The Human Brain : From Neurone to Nervous System


  1. There are two main types of Glutamate Ionotropic Receptors involved in synaptic transmission: the AMPA and NMDA receptors.

  2. The AMPA receptor is responsible for the normal EPSP generated by glutamatergic neurones

  3. The NMDA receptor can produce very strong depolarisations, but only when the membrane is already depolarised; this changeover occurs when magnesium ions are displaced from their binding site, allowing calcium ions to move through the channel into the neurone.

  4. A third glutamatergic ionotropic receptor, the Kainate receptor, appears to be more involved in neuroplasticity than neurotransmission

  5. Ionotropic receptors are ion channels in the cell membrane which can be opened by the attachment of a ligand to a binding site. Glutamate is a ligand that opens two ion channels, one weak, one strong, and known as the AMPA and NMDA channels.

  6. The EPSP is due to glutamate acting on the AMPA receptor

  7. In dendritic spines, the number of AMPA receptors in the post-synaptic membrane can change significantly because of AMPA receptor trafficking. AMPA receptors in the membrane can be internalised and sequestered within an internal reservoir; AMPA receptor can also be re-inserted into the post-synaptic membrane. So there is an ongoing process of  endocytosis, recycling, and re-insertion into the post-synaptic membrane: internalisation is achieved during long-term depression, and re-insertion occurs during long-term potentiation.

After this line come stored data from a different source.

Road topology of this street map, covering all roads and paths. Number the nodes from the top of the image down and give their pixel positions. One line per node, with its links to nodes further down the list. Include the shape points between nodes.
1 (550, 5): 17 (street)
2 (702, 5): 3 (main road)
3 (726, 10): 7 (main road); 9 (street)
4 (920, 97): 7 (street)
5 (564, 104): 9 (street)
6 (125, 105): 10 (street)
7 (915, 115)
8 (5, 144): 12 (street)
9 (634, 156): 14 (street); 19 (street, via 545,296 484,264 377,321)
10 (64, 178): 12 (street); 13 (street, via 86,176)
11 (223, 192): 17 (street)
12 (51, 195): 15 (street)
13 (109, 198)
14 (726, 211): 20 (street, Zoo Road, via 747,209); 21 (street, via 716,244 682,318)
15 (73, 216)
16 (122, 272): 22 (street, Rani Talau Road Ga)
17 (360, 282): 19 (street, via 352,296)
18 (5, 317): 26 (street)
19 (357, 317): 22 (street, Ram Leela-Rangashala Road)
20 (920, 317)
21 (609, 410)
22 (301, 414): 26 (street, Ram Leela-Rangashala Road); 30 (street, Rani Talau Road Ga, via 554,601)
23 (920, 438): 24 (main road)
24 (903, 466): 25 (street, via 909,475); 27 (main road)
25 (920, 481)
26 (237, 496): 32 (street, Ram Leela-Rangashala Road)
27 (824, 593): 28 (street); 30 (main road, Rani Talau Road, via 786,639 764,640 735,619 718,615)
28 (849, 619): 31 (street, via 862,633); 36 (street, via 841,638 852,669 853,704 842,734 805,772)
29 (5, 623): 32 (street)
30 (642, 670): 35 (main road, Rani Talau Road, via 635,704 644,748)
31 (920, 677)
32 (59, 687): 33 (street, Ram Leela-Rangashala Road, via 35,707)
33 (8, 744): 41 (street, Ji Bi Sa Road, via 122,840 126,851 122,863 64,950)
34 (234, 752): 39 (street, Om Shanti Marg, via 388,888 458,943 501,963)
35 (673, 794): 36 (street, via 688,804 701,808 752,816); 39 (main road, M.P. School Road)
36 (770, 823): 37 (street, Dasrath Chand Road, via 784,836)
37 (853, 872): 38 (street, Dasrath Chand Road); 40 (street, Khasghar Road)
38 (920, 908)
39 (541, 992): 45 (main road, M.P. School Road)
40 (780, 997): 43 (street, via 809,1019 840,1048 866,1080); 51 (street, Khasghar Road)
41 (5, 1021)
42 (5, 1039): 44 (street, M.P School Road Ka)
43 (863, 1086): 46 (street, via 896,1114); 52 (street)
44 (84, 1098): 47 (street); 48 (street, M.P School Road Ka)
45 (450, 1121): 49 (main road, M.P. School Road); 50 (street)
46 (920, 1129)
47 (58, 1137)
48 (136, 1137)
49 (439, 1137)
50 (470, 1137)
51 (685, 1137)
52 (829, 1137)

  8. NMDA ionotropic channels do not open in response to glutamate until the cell membrane is sufficiently depolarised as a result of AMPA receptor activation. Once depolarised to this level, a magnesium ion that occupies the pore is displaced, allowing a strong calcium current to enter the neurone. Calcium acts as a second messenger and activates a number of enzymes and intracellular cascades.

  9. Key Words: Glutamatergic AMPA and NMDA receptors (ion channels); AMPA receptor trafficking between the post-synaptic membrane and internal stores; NMDA and strong calcium currents; calcium as a second messenger.